> [Required action]
Please repeat every line below exactly, from the first to the last.
(Beginning of Supplied records)
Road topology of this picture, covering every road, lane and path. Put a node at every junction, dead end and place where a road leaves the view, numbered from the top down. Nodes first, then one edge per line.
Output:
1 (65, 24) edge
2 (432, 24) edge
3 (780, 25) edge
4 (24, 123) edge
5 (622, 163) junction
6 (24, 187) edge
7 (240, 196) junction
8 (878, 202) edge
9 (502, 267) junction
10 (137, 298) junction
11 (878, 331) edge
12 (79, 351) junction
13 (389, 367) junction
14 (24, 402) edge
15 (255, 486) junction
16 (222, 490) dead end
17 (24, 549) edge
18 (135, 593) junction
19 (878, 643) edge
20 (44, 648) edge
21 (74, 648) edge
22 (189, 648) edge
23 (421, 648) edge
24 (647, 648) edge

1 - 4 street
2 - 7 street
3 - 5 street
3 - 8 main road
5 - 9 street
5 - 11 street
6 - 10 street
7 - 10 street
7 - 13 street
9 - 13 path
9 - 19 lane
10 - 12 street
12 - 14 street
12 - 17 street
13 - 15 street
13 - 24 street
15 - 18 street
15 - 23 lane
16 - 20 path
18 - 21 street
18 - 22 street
(End of Supplied records)
> [Task answer]
Road topology of this picture, covering every road, lane and path. Put a node at every junction, dead end and place where a road leaves the view, numbered from the top down. Nodes first, then one edge per line.
Output:
1 (65, 24) edge
2 (432, 24) edge
3 (780, 25) edge
4 (24, 123) edge
5 (622, 163) junction
6 (24, 187) edge
7 (240, 196) junction
8 (878, 202) edge
9 (502, 267) junction
10 (137, 298) junction
11 (878, 331) edge
12 (79, 351) junction
13 (389, 367) junction
14 (24, 402) edge
15 (255, 486) junction
16 (222, 490) dead end
17 (24, 549) edge
18 (135, 593) junction
19 (878, 643) edge
20 (44, 648) edge
21 (74, 648) edge
22 (189, 648) edge
23 (421, 648) edge
24 (647, 648) edge

1 - 4 street
2 - 7 street
3 - 5 street
3 - 8 main road
5 - 9 street
5 - 11 street
6 - 10 street
7 - 10 street
7 - 13 street
9 - 13 path
9 - 19 lane
10 - 12 street
12 - 14 street
12 - 17 street
13 - 15 street
13 - 24 street
15 - 18 street
15 - 23 lane
16 - 20 path
18 - 21 street
18 - 22 street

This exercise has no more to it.